**What the task requires**
Return each line of the listing that follows in which the string "Горная" can be found.

**Entries supplied**
[Start of Attachment]
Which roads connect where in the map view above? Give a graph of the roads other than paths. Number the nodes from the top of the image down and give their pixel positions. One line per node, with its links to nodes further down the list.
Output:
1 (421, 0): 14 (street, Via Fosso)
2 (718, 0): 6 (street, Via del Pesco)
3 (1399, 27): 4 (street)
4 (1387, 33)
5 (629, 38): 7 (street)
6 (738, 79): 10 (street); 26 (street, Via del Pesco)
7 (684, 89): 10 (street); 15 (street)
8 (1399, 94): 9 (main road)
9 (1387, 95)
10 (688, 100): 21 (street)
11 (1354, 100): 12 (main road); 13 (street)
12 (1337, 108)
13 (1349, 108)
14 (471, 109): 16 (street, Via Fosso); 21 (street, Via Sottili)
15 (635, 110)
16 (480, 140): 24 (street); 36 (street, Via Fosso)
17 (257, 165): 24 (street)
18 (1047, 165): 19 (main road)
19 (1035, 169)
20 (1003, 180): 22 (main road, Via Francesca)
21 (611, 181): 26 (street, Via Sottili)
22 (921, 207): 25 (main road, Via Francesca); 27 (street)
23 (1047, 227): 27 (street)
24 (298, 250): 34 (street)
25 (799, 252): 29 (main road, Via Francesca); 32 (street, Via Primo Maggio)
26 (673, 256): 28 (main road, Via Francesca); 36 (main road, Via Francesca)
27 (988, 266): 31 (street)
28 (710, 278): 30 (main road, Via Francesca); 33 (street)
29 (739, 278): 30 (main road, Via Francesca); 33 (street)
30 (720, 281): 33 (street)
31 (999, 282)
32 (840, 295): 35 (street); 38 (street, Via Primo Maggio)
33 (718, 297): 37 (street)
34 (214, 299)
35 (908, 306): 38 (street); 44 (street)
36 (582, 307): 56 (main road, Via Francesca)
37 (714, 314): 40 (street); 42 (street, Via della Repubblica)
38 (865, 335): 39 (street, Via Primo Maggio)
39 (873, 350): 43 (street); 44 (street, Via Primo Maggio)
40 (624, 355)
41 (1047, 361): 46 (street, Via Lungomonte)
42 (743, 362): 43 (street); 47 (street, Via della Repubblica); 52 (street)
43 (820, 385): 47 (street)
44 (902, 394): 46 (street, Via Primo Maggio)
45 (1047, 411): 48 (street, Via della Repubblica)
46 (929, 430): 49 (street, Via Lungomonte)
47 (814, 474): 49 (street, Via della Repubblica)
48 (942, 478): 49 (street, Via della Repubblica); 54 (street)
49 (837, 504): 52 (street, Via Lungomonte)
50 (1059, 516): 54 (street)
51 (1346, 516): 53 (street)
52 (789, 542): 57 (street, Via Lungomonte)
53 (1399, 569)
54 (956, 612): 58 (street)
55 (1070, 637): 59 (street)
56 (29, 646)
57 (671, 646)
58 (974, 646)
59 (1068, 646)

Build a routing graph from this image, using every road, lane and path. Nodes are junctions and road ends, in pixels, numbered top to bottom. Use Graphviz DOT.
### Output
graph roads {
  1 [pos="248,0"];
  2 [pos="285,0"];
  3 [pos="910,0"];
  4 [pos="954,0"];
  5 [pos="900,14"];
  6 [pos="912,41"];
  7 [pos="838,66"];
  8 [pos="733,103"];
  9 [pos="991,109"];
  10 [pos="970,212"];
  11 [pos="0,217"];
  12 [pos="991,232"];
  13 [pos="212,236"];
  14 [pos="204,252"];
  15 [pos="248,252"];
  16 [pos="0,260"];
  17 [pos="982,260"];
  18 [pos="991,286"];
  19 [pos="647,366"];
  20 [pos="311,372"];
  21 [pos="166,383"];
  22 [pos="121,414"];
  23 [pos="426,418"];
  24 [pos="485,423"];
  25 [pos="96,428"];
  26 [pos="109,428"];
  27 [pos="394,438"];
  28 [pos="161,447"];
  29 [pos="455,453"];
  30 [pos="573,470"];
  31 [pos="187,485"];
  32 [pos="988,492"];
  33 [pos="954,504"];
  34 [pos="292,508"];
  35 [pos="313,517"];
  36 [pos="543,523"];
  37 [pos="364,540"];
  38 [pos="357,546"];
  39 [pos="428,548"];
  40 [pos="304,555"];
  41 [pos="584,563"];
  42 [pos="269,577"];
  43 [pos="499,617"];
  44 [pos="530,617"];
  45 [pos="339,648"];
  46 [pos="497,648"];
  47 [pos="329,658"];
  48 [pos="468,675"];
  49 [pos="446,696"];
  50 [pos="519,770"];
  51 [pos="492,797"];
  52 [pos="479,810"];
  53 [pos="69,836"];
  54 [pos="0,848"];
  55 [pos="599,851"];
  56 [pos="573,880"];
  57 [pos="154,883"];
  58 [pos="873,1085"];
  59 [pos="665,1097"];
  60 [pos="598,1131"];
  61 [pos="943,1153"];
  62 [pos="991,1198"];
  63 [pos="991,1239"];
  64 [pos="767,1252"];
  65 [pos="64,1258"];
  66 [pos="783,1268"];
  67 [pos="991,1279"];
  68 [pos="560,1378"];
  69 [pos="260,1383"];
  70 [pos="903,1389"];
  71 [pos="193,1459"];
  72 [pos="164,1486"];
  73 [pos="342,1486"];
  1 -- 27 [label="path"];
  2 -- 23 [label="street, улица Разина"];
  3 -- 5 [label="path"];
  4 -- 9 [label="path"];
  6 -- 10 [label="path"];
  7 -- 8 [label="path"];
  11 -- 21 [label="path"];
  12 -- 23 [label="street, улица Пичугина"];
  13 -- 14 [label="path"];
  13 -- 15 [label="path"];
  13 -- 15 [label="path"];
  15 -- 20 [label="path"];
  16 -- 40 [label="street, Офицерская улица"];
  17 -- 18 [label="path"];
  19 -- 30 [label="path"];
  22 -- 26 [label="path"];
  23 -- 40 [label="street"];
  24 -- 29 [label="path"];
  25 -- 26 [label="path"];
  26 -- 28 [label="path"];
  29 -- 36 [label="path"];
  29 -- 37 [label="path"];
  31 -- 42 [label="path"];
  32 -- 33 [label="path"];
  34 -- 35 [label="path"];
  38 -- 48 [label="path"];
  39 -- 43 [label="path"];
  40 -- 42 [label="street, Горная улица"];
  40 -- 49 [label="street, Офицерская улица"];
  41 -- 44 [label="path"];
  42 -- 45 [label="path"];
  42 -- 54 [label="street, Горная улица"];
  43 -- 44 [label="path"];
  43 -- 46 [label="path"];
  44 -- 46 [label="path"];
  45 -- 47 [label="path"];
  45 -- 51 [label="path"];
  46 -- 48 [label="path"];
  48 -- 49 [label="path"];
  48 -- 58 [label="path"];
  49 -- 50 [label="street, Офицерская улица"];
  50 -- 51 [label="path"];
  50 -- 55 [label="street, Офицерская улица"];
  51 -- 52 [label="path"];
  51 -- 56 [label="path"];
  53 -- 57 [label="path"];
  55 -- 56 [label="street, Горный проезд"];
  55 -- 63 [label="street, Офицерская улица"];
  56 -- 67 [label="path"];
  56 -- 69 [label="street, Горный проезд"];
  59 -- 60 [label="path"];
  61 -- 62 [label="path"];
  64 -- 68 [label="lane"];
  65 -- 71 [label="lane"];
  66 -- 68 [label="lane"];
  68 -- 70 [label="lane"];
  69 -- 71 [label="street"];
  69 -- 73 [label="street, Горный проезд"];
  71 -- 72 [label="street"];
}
[End of Attachment]
**Output of the exercise**
  40 -- 42 [label="street, Горная улица"];
  42 -- 54 [label="street, Горная улица"];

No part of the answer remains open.